The historic alliance between David Ben-Gurion and Berl Katznelson, dating from their meeting in 1918 at the end of World War One, provides an excellent standpoint for an understanding of the decisive period of Zionist political development in Palestine. (The "Chronology of Ben-Gurion" handout, circa 1919-1920, provides a glimpse of the formation of this alliance as it launched the Zionist Labor institutions that eventually shaped the Israeli government.) In 1919 Ben-Gurion and Katznelson drew both Marxist and non-Marxist forces into a new political organization called Ahdut Haavoda—"Workers’ Unity." Soon afterwards they also founded a much larger labor organization called the Histadrut ("Federation"), whose service functions transcended class and political differences. Eventually, in the early 1930s, the Histadrut became the bureaucratic engine of the entire Zionist movement.

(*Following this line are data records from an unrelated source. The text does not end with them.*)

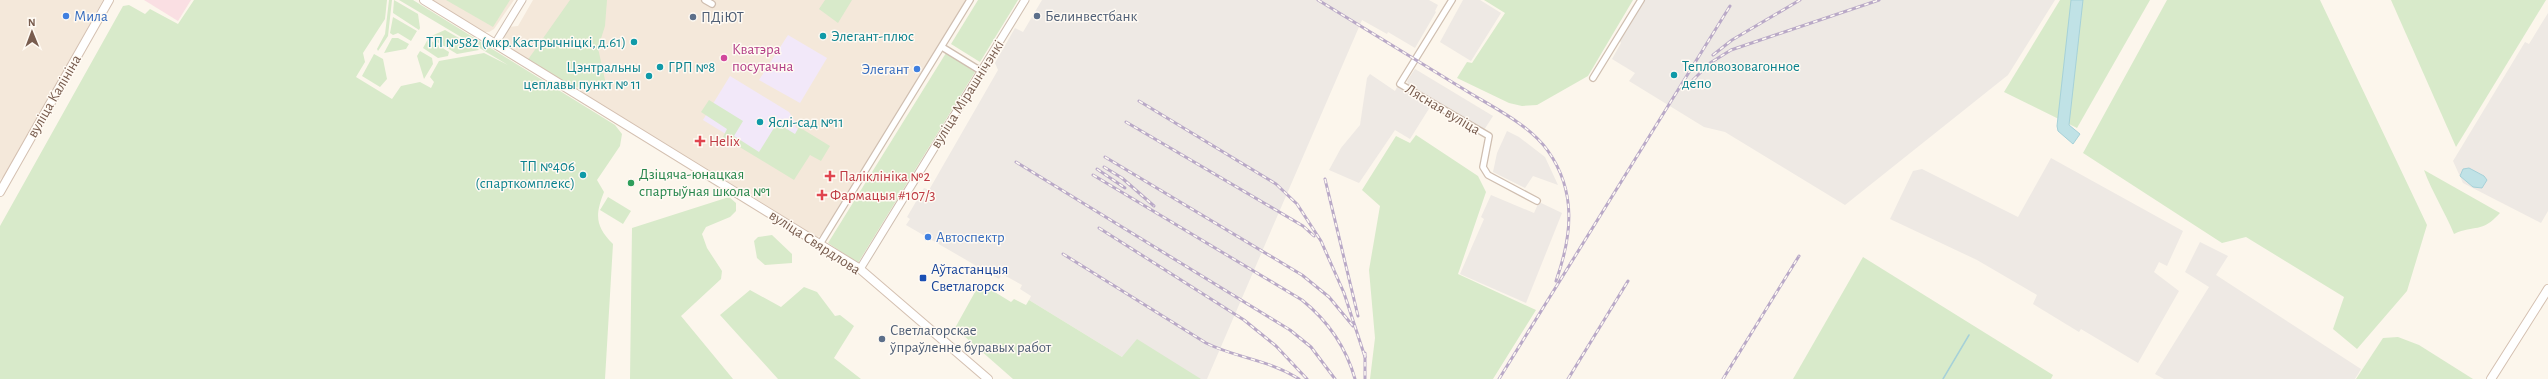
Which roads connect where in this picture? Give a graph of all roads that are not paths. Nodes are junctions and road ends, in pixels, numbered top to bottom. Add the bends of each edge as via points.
1 (109, 0) edge
2 (424, 0) edge
3 (522, 0) edge
4 (706, 0) edge
5 (970, 0) edge
6 (1025, 0) edge
7 (1452, 0) edge
8 (1641, 0) edge
9 (712, 4) dead end
10 (495, 44) junction
11 (942, 46) junction
12 (982, 71) junction
13 (1593, 78) dead end
14 (0, 192) edge
15 (1536, 201) dead end
16 (820, 244) junction
17 (860, 269) junction
18 (2548, 289) edge
19 (988, 379) edge
20 (2491, 379) edge

1 - 14 main road, вуліца Калініна
2 - 10 main road, вуліца Свярдлова
3 - 10 street
4 - 9 street
5 - 11 street
6 - 12 street, вуліца Мірашнічэнкі
7 - 15 street, Лясная вуліца via 1400,84 1488,136 1483,167 1488,175
8 - 13 street
10 - 16 main road, вуліца Свярдлова
11 - 12 street
11 - 16 street
12 - 17 street, вуліца Мірашнічэнкі
16 - 17 main road, вуліца Свярдлова
17 - 19 main road, вуліца Свярдлова
18 - 20 main road

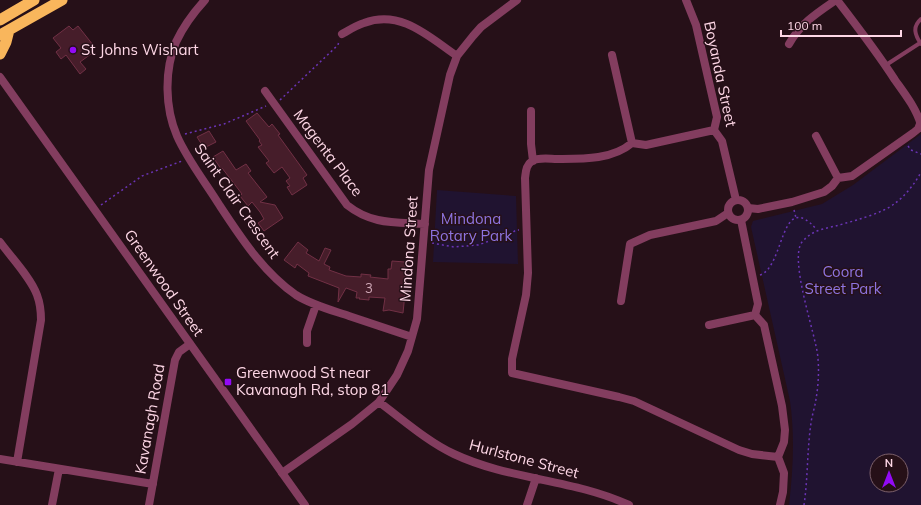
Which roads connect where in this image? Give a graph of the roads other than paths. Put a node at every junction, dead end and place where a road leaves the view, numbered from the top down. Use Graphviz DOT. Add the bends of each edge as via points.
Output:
graph roads {
  1 [pos="34,0"];
  2 [pos="62,0"];
  3 [pos="206,0"];
  4 [pos="517,0"];
  5 [pos="686,0"];
  6 [pos="837,0"];
  7 [pos="921,19"];
  8 [pos="0,20"];
  9 [pos="4,33"];
  10 [pos="342,34"];
  11 [pos="920,43"];
  12 [pos="789,44"];
  13 [pos="0,54"];
  14 [pos="612,54"];
  15 [pos="457,56"];
  16 [pos="886,65"];
  17 [pos="0,77"];
  18 [pos="265,91"];
  19 [pos="531,111"];
  20 [pos="921,124"];
  21 [pos="714,130"];
  22 [pos="816,136"];
  23 [pos="632,143"];
  24 [pos="533,161"];
  25 [pos="838,178"];
  26 [pos="736,200"];
  27 [pos="748,208"];
  28 [pos="728,213"];
  29 [pos="741,220"];
  30 [pos="426,224"];
  31 [pos="0,242"];
  32 [pos="621,301"];
  33 [pos="316,305"];
  34 [pos="756,315"];
  35 [pos="708,325"];
  36 [pos="412,337"];
  37 [pos="307,343"];
  38 [pos="190,344"];
  39 [pos="379,402"];
  40 [pos="778,457"];
  41 [pos="0,459"];
  42 [pos="17,462"];
  43 [pos="59,469"];
  44 [pos="282,473"];
  45 [pos="536,478"];
  46 [pos="153,484"];
  47 [pos="52,505"];
  48 [pos="149,505"];
  49 [pos="305,505"];
  50 [pos="527,505"];
  51 [pos="628,505"];
  52 [pos="780,505"];
  1 -- 8 [label="highway"];
  2 -- 9 [label="highway"];
  3 -- 33 [label="street, Saint Clair Crescent" via="176,42 170,65 170,117 189,158 258,259 278,281"];
  4 -- 15 [label="street, Mindona Street" via="481,27"];
  5 -- 21 [label="street, Boyanda Street" via="696,25 717,117"];
  6 -- 12 [label="street" via="796,31"];
  6 -- 16 [label="street"];
  7 -- 11 [label="lane" via="914,28"];
  9 -- 13 [label="highway" via="6,42"];
  10 -- 15 [label="street" via="375,20 399,20"];
  11 -- 16 [label="lane"];
  14 -- 23 [label="street"];
  15 -- 30 [label="street, Mindona Street" via="446,90 430,170"];
  16 -- 20 [label="street" via="914,107"];
  17 -- 38 [label="street, Greenwood Street"];
  18 -- 30 [label="street, Magenta Place" via="347,205 367,218"];
  19 -- 24 [label="street"];
  20 -- 25 [label="street" via="918,129 852,176"];
  21 -- 23 [label="street" via="646,145"];
  21 -- 26 [label="street, Boyanda Street" via="722,141"];
  22 -- 25 [label="street"];
  23 -- 24 [label="street" via="620,151 597,157"];
  24 -- 40 [label="street" via="526,168 525,178 528,273 526,295 512,359 512,373 619,396 739,450"];
  25 -- 27 [label="street" via="824,192 792,202 758,209"];
  26 -- 27 [label="street" via="742,201"];
  26 -- 28 [label="street" via="728,206"];
  27 -- 29 [label="street" via="746,217"];
  28 -- 29 [label="street" via="734,220"];
  28 -- 32 [label="street" via="716,221 650,235 630,244"];
  29 -- 34 [label="street" via="758,304"];
  30 -- 36 [label="street, Mindona Street" via="418,319"];
  31 -- 42 [label="street" via="31,283 41,308"];
  33 -- 36 [label="street, Saint Clair Crescent"];
  33 -- 37 [label="street" via="307,331"];
  34 -- 35 [label="street"];
  34 -- 40 [label="street" via="764,325 782,406 785,430 784,442"];
  36 -- 39 [label="street, Mindona Street" via="397,375"];
  38 -- 44 [label="street, Greenwood Street"];
  38 -- 46 [label="street, Kavanagh Road" via="179,352 175,360"];
  39 -- 44 [label="street, Mindona Street"];
  39 -- 45 [label="street, Hurlstone Street" via="428,439 453,454 497,469"];
  40 -- 52 [label="street" via="784,473"];
  41 -- 42 [label="street"];
  42 -- 43 [label="street"];
  43 -- 46 [label="street"];
  43 -- 47 [label="street"];
  44 -- 49 [label="street, Greenwood Street"];
  45 -- 50 [label="street"];
  45 -- 51 [label="street, Hurlstone Street" via="586,489"];
  46 -- 48 [label="street, Kavanagh Road"];
}
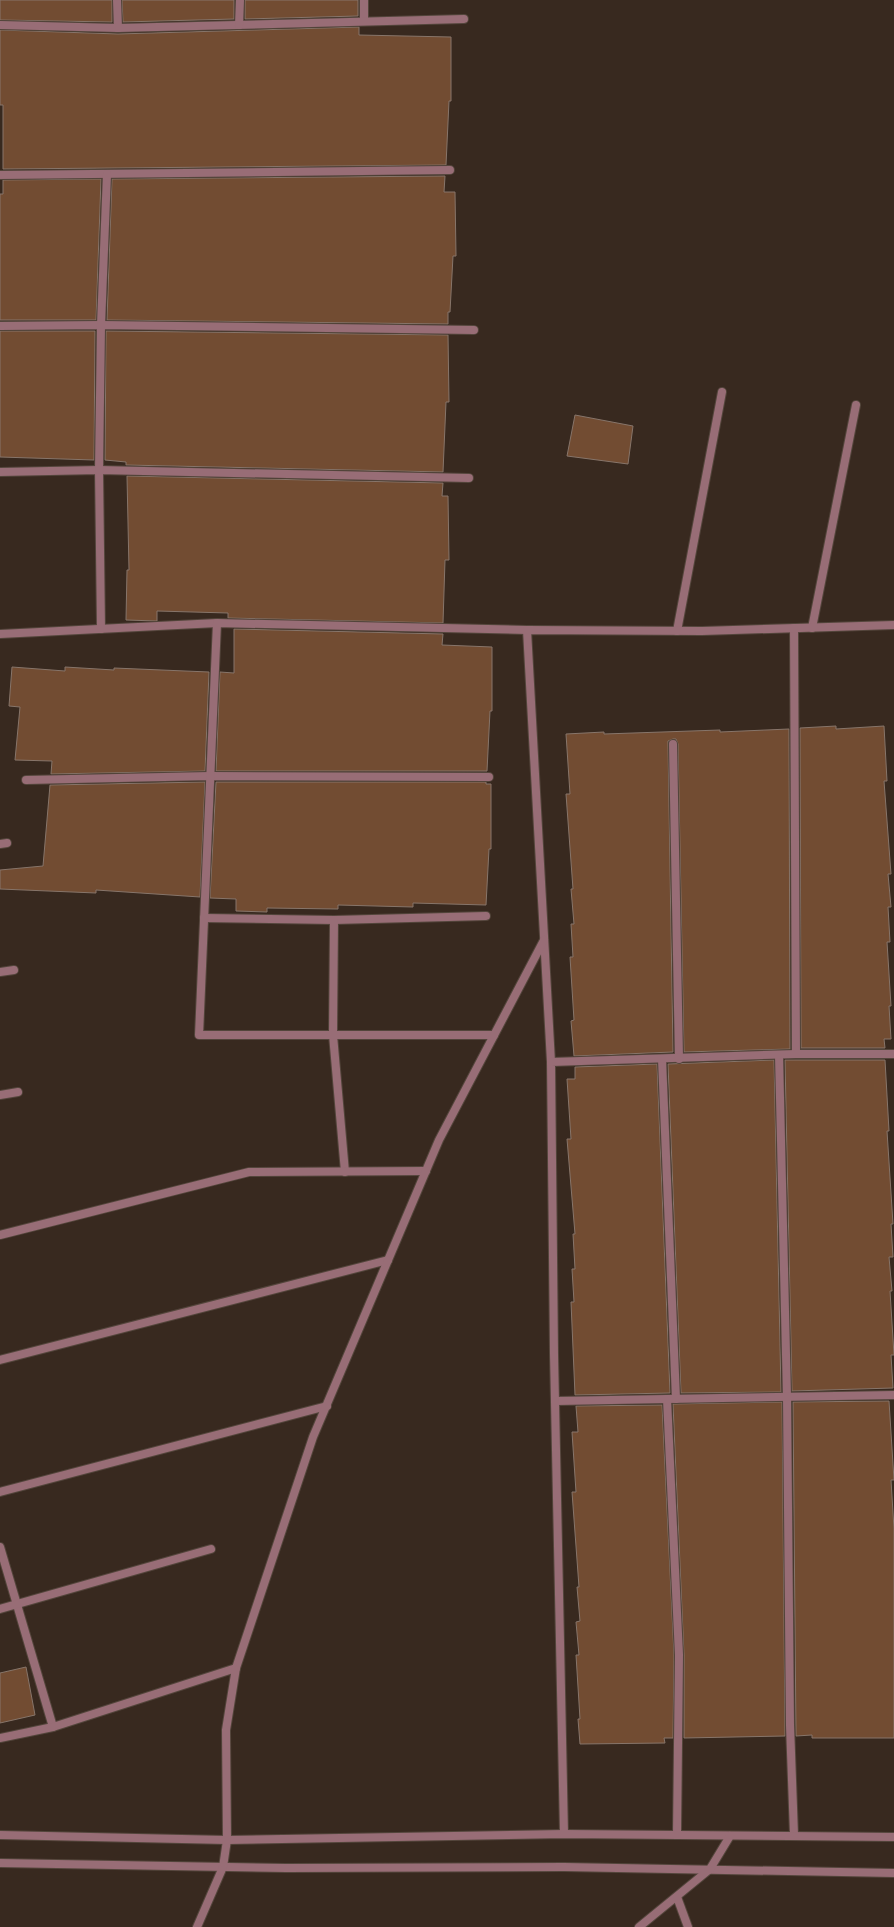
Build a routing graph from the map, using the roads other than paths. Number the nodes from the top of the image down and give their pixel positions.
1 (117, 0) edge
2 (240, 0) edge
3 (364, 0) edge
4 (464, 19) dead end
5 (364, 20) junction
6 (0, 25) edge
7 (239, 25) junction
8 (118, 28) junction
9 (450, 170) dead end
10 (107, 174) junction
11 (0, 175) edge
12 (101, 325) junction
13 (0, 326) edge
14 (474, 330) dead end
15 (722, 392) dead end
16 (856, 405) dead end
17 (99, 470) junction
18 (0, 472) edge
19 (468, 478) dead end
20 (217, 623) junction
21 (894, 625) edge
22 (794, 628) junction
23 (812, 628) junction
24 (101, 629) junction
25 (527, 630) junction
26 (677, 631) junction
27 (0, 634) edge
28 (673, 744) dead end
29 (210, 776) junction
30 (489, 777) dead end
31 (26, 780) dead end
32 (486, 916) dead end
33 (204, 918) junction
34 (334, 920) junction
35 (544, 940) junction
36 (14, 970) dead end
37 (0, 972) edge
38 (332, 1035) junction
39 (494, 1035) junction
40 (796, 1054) junction
41 (894, 1054) edge
42 (779, 1055) junction
43 (679, 1058) junction
44 (662, 1059) junction
45 (551, 1062) junction
46 (18, 1092) dead end
47 (0, 1095) edge
48 (426, 1171) junction
49 (345, 1172) junction
50 (0, 1236) edge
51 (388, 1260) junction
52 (0, 1360) edge
53 (894, 1395) edge
54 (786, 1397) junction
55 (671, 1399) junction
56 (556, 1401) junction
57 (327, 1406) junction
58 (0, 1492) edge
59 (0, 1547) edge
60 (211, 1549) dead end
61 (18, 1605) junction
62 (0, 1609) edge
63 (236, 1668) junction
64 (53, 1727) junction
65 (0, 1738) edge
66 (564, 1834) junction
67 (677, 1834) junction
68 (0, 1835) edge
69 (794, 1835) junction
70 (730, 1836) junction
71 (894, 1837) edge
72 (227, 1840) junction
73 (0, 1864) edge
74 (223, 1867) junction
75 (710, 1869) junction
76 (894, 1873) edge
77 (677, 1897) junction
78 (196, 1927) edge
79 (639, 1927) edge
80 (688, 1927) edge

1 - 8 street
2 - 7 street
3 - 5 street
4 - 5 street
5 - 7 street
6 - 8 street
7 - 8 street
9 - 10 street
10 - 11 street
10 - 12 street
12 - 13 street
12 - 14 street
12 - 17 street
15 - 26 street
16 - 23 street
17 - 18 street
17 - 19 street
17 - 24 street
20 - 24 street
20 - 25 street
20 - 29 street
21 - 23 street
22 - 23 street
22 - 26 street
22 - 40 street
24 - 27 street
25 - 26 street
25 - 35 street
28 - 43 street
29 - 30 street
29 - 31 street
29 - 33 street
32 - 34 street
33 - 34 street
33 - 38 street
34 - 38 street
35 - 39 street
35 - 45 street
36 - 37 street
38 - 39 street
38 - 49 street
39 - 48 street
40 - 41 street
40 - 42 street
42 - 43 street
42 - 54 street
43 - 44 street
44 - 45 street
44 - 55 street
45 - 56 street
46 - 47 street
48 - 49 street
48 - 51 street
49 - 50 street
51 - 52 street
51 - 57 street
53 - 54 street
54 - 55 street
54 - 69 street
55 - 56 street
55 - 67 street
56 - 66 street
57 - 58 street
57 - 63 street
59 - 61 street
60 - 61 street
61 - 62 street
61 - 64 street
63 - 64 street
63 - 72 street
64 - 65 street
66 - 67 street
66 - 72 street
67 - 70 street
68 - 72 street
69 - 70 street
69 - 71 street
70 - 75 street
72 - 74 street
73 - 74 street
74 - 75 street
74 - 78 street
75 - 76 street
75 - 77 street
77 - 79 street
77 - 80 street

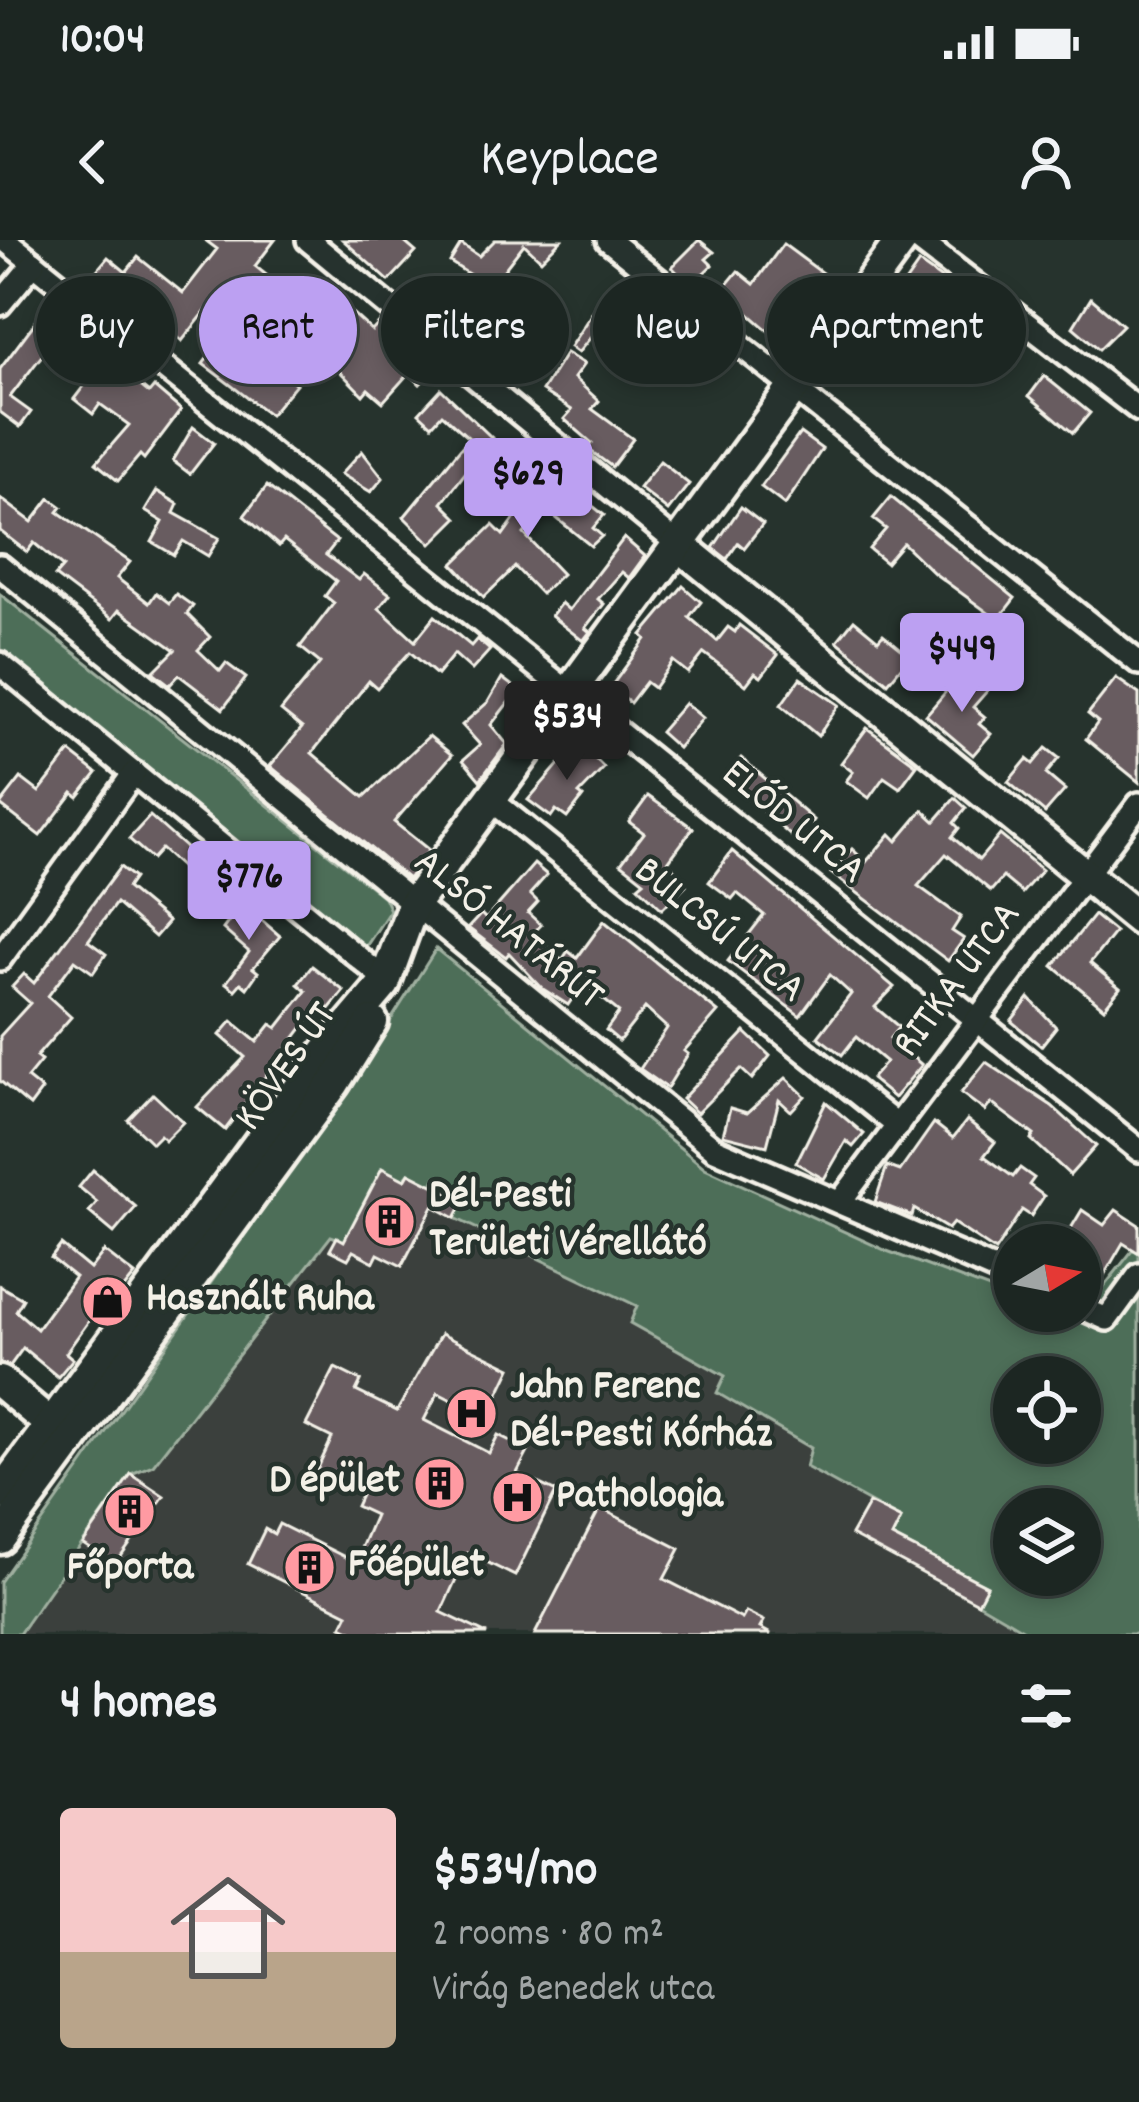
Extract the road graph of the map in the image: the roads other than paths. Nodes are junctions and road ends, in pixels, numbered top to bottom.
1 (5, 240) edge
2 (308, 240) edge
3 (608, 240) edge
4 (902, 240) edge
5 (918, 240) edge
6 (34, 263) junction
7 (0, 304) edge
8 (791, 391) junction
9 (1139, 410) edge
10 (679, 545) junction
11 (0, 566) edge
12 (1139, 663) edge
13 (0, 664) edge
14 (568, 694) junction
15 (134, 773) junction
16 (490, 799) junction
17 (1139, 804) edge
18 (1086, 875) junction
19 (413, 905) junction
20 (1139, 919) edge
21 (0, 959) edge
22 (385, 982) junction
23 (978, 1023) junction
24 (898, 1126) junction
25 (1139, 1150) edge
26 (840, 1202) junction
27 (993, 1269) edge
28 (1139, 1275) edge
29 (1101, 1316) edge
30 (0, 1382) edge
31 (62, 1434) junction
32 (0, 1494) edge
33 (0, 1538) edge

1 - 6 street, ELŐD UTCA
2 - 10 street
3 - 8 street
4 - 8 street, KÖVES ÚT
5 - 9 street
6 - 7 street
6 - 14 street, ELŐD UTCA
8 - 10 street, KÖVES ÚT
8 - 12 street
10 - 14 street, KÖVES ÚT
10 - 18 street
11 - 19 street, ALSÓ HATÁRÚT
13 - 15 street
14 - 16 street, KÖVES ÚT
14 - 23 street, ELŐD UTCA
15 - 21 street
15 - 22 street
16 - 19 street, KÖVES ÚT
16 - 24 street, BULCSÚ UTCA
17 - 18 street, RITKA UTCA
18 - 20 street
18 - 23 street, RITKA UTCA
19 - 22 street, KÖVES ÚT
19 - 26 street, ALSÓ HATÁRÚT
22 - 31 street, KÖVES ÚT
23 - 24 street, RITKA UTCA
23 - 25 street, ELŐD UTCA
24 - 26 street, RITKA UTCA
26 - 27 street, ALSÓ HATÁRÚT
28 - 29 street
30 - 31 street
31 - 32 street, KÖVES ÚT
31 - 33 street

The second half of the xeroxed selections from Anita Shapira’s biography of Katznelson (pp. 84-91) provides significant details of this historic moment. Shapira argues that the "abiding rapport" between Ben-Gurion and Katznelson occurred as much because of their differences as in spite of them (84). From a historical perspective, their gifts and political attitudes appear to have perfectly complemented each other. If we have a working sense of their biographies, their differences will point us toward a more concrete understanding of the political tensions within Zionism.

Ben-Gurion and Poale Zion

Ben-Gurion’s personal development parallels the basic ideological evolution of Zionism from a hard-line Marxism, as the activists of the 2nd and 3rd Aliya learned it in the Russian revolution, to a "softer," more pragmatic version of socialism that proved to be better suited to the organizational needs of the Yishuv. Both Avineri and Sternhell suggest that what Ben-Gurion chiefly derived from the Bolshevik movement was not its ideology but a Leninist understanding of the need for a disciplined, all-unifying party run by a vanguard elite. This is an important aspect of Ben-Gurion’s famous "organizational genius." Ben-Gurion himself coined the phrase "From Class to Nation" to emphasize the parallel between his personal career and that of Israel. In doing so he was underscoring the significance of his early years as a leader of the Marxist "Poale Zion" (Zionist Workers) party in Palestine, which for years kept up a fierce political rivalry with the anti-Marxist workers’ party known as "Hapoel Hatzair" (the Young Worker). The Palestine branch of Poale Zion was founded in October 1906, just seven months after Ber Borochov established the main Poale Zion party of Poltava (Ukraine) to promote his own Zionist revision of classical Marxist theory. Borochov’s aim was to recruit young Jewish activists for Zionism who were also caught up in the Russian Revolution, in the wake of its initial defeat in 1905. Many of the revolutionaries, however, were committed to the Jewish socialist organization known as the Bund, which assumed that a successful revolution would solve the problems of Russian Jews. In his opposition to the Bund, Borochov predicted the re-emergence of antisemitism in Russia’s post-revolutionary state, and his warnings proved correct. The revolutionary leaders had already rejected the Bund (and all nationalist separatist movements) at their 1903 Congress, and Stalin's Soviet regime banned Zionism in 1928.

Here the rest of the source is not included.